What you have to do: Check every line below for the word "ОГУРЕЧНАЯ" and copy the ones that have it.

Supplied records:
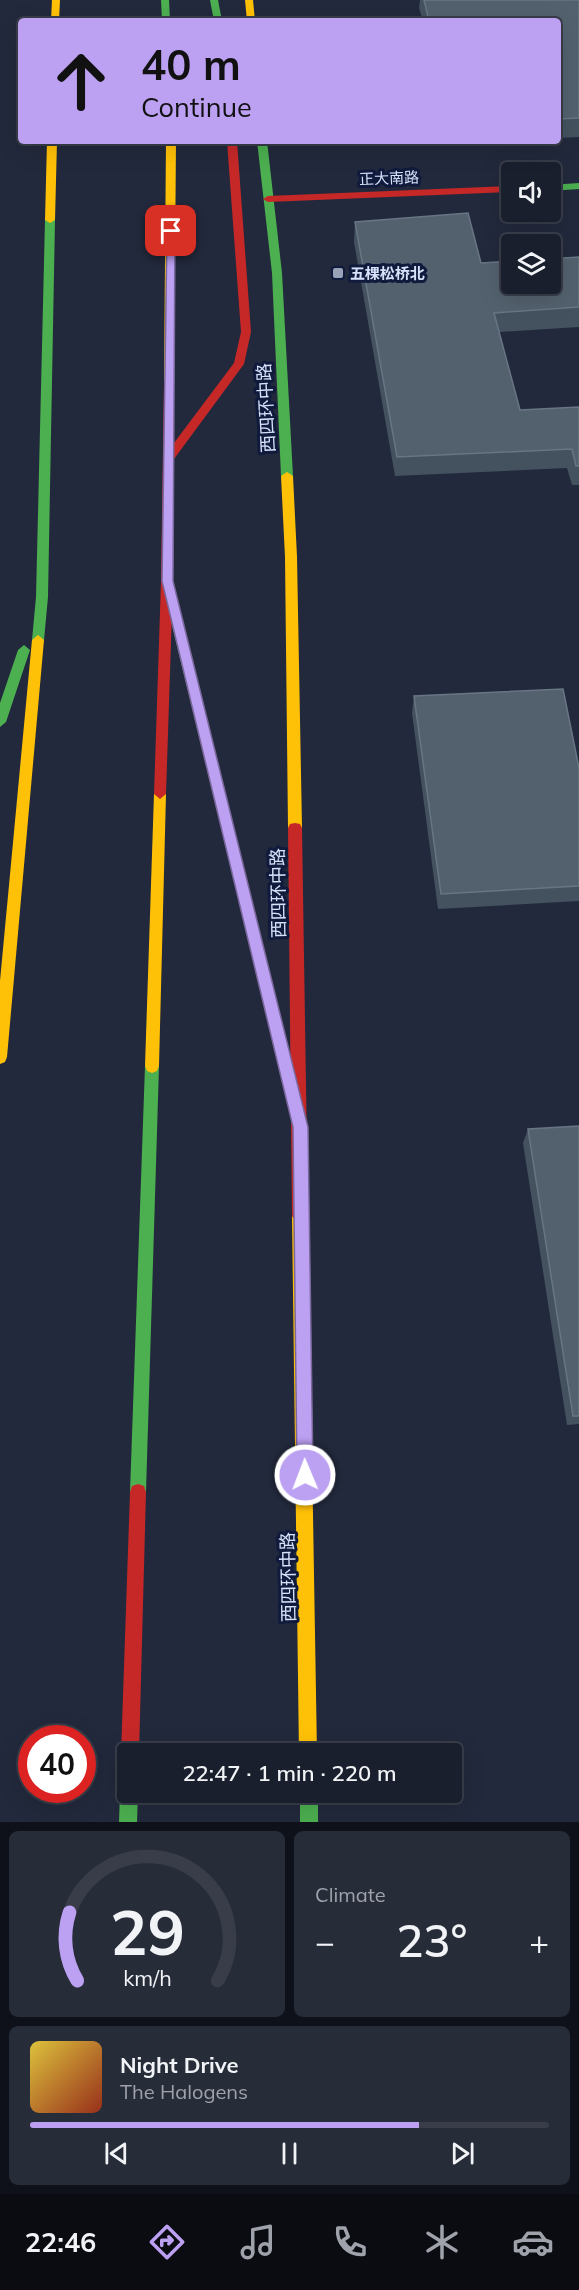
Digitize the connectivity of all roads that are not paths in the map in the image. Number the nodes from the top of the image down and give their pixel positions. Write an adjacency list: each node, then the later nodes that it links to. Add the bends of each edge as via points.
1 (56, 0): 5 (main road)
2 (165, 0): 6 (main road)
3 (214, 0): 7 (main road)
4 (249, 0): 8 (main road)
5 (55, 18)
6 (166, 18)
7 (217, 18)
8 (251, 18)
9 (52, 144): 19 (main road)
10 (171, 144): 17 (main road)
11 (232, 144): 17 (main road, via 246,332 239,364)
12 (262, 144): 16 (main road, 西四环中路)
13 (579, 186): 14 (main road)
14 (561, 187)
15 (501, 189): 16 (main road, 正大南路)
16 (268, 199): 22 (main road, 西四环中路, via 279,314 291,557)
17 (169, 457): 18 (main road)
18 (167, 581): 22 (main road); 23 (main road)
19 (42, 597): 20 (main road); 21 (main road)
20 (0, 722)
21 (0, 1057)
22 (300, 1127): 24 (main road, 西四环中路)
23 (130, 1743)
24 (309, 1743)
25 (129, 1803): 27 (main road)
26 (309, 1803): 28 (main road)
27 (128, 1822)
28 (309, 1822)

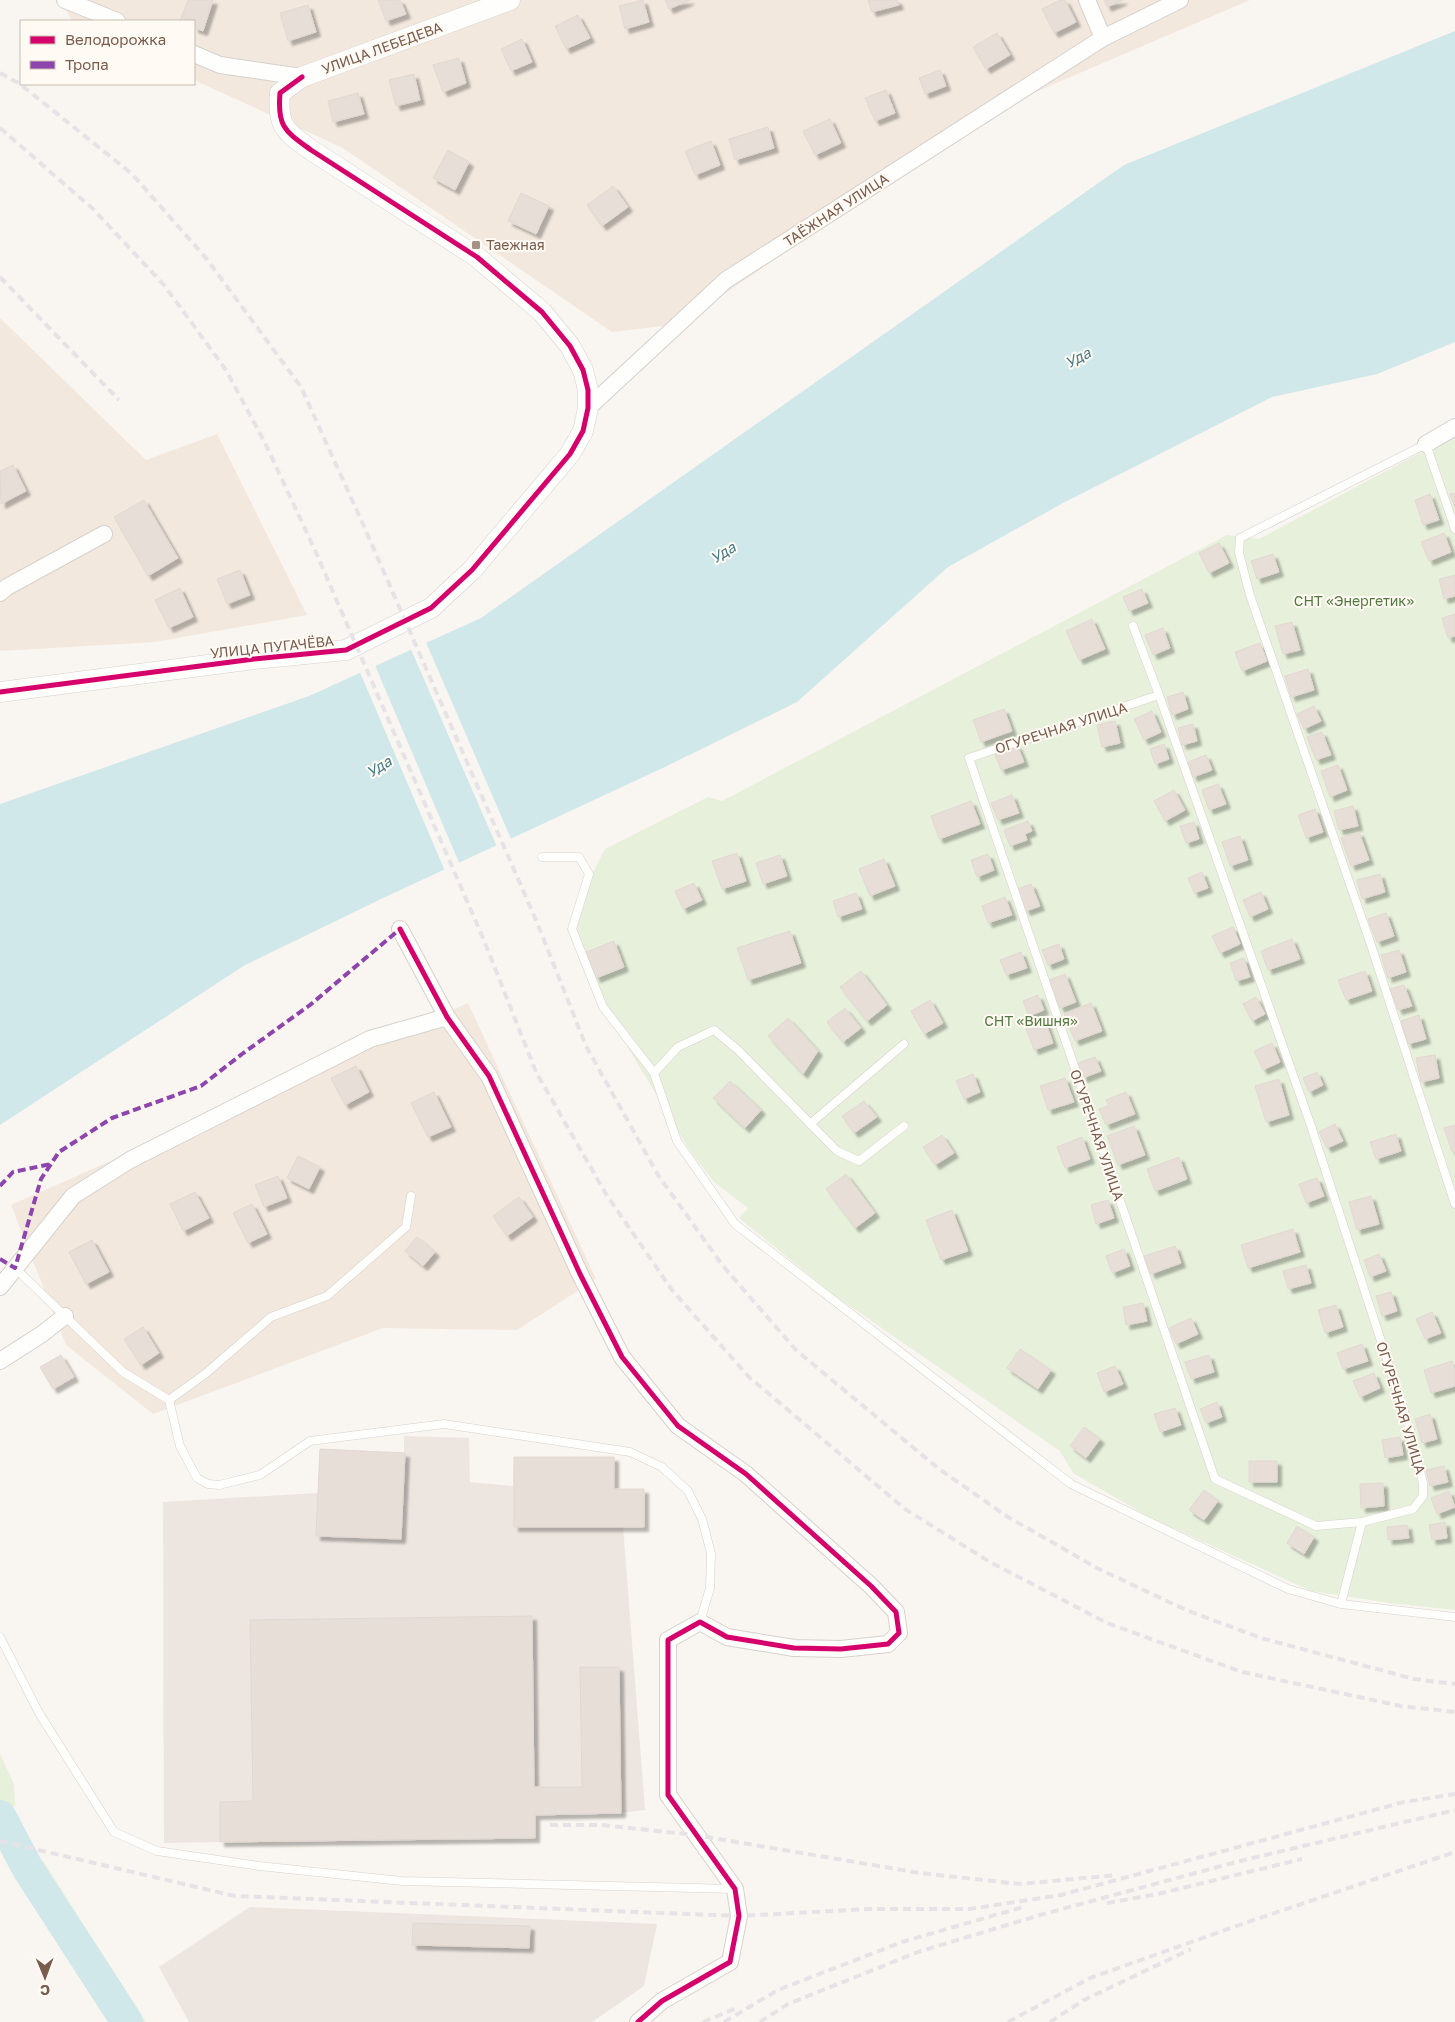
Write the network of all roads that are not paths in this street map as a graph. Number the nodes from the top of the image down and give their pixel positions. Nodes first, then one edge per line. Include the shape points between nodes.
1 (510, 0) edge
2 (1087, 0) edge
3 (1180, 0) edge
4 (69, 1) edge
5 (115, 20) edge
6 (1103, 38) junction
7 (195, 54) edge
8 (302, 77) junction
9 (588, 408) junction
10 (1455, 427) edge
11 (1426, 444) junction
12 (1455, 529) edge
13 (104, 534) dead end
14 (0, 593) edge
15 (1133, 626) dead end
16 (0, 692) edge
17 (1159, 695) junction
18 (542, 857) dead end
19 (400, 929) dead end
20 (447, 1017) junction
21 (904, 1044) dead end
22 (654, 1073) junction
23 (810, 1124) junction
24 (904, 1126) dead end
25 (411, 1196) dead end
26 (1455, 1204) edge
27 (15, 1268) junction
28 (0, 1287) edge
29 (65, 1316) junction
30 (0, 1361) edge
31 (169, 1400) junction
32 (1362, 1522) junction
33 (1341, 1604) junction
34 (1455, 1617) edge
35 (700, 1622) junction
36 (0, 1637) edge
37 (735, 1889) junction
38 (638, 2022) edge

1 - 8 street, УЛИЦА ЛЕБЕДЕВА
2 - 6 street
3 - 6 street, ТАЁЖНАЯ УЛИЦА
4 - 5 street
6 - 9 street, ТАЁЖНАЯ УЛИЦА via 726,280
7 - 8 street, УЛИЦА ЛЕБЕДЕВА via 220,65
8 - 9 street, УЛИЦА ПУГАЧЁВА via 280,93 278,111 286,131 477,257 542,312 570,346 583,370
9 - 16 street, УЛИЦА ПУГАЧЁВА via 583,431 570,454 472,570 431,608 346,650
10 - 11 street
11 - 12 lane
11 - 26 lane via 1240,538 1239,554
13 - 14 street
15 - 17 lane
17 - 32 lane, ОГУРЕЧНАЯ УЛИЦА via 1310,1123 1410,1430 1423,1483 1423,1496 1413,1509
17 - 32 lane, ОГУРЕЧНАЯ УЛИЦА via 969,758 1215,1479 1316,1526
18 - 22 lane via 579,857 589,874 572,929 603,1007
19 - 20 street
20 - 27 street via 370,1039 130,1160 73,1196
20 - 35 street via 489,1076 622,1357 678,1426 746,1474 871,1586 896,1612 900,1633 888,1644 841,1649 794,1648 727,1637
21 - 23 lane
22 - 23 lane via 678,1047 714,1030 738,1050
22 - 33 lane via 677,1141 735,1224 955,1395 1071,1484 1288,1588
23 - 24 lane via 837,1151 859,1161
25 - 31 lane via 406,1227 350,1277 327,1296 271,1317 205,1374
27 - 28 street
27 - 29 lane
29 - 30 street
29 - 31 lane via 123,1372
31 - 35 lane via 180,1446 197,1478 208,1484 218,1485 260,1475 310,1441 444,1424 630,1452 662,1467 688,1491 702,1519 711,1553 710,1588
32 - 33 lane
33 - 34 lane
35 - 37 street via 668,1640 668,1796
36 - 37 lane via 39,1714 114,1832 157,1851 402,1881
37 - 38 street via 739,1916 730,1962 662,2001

Output for this exercise:
17 - 32 lane, ОГУРЕЧНАЯ УЛИЦА via 1310,1123 1410,1430 1423,1483 1423,1496 1413,1509
17 - 32 lane, ОГУРЕЧНАЯ УЛИЦА via 969,758 1215,1479 1316,1526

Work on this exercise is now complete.